WHAT IS NEEDED:
Lines that include the string "main" are the ones to copy from the entries below.

[Saved entries]
>>>>
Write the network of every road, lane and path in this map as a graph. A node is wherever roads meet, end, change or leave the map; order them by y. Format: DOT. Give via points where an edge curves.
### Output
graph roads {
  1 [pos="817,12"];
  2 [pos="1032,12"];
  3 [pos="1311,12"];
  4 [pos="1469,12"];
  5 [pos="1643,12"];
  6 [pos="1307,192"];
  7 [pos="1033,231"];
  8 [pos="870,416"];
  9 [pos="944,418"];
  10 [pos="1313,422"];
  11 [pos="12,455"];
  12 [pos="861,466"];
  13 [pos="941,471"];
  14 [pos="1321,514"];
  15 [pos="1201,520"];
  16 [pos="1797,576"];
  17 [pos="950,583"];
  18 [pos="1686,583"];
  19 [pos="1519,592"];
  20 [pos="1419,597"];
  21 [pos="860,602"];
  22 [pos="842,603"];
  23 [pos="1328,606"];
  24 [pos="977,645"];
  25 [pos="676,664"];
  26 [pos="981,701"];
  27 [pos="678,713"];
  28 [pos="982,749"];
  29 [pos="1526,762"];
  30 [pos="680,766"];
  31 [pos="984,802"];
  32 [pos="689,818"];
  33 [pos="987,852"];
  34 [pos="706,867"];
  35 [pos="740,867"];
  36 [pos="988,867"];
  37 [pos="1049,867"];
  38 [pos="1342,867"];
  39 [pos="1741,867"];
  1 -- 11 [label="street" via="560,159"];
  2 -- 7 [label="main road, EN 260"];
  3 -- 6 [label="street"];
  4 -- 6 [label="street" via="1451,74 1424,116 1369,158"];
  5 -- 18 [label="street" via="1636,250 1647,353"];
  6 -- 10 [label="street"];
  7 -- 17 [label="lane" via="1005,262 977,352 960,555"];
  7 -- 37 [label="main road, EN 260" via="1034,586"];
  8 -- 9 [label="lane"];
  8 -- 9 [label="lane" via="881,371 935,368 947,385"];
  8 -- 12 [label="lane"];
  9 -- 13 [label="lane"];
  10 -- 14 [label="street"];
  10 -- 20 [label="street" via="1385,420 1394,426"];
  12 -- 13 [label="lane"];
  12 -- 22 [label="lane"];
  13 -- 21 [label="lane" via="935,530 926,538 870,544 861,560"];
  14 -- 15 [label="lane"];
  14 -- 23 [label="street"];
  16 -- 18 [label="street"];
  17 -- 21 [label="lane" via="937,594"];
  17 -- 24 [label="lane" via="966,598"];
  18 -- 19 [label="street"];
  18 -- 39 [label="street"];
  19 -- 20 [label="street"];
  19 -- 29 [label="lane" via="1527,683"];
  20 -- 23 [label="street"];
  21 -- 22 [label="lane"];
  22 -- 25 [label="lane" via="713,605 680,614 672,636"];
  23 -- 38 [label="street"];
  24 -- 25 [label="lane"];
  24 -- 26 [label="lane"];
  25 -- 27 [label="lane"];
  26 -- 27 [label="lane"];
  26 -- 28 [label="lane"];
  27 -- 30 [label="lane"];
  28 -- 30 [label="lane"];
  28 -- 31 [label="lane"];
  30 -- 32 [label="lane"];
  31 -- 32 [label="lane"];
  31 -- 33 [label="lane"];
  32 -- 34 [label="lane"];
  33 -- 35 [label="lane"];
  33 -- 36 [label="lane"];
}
<<<<
REPLY TO THE TASK:
  2 -- 7 [label="main road, EN 260"];
  7 -- 37 [label="main road, EN 260" via="1034,586"];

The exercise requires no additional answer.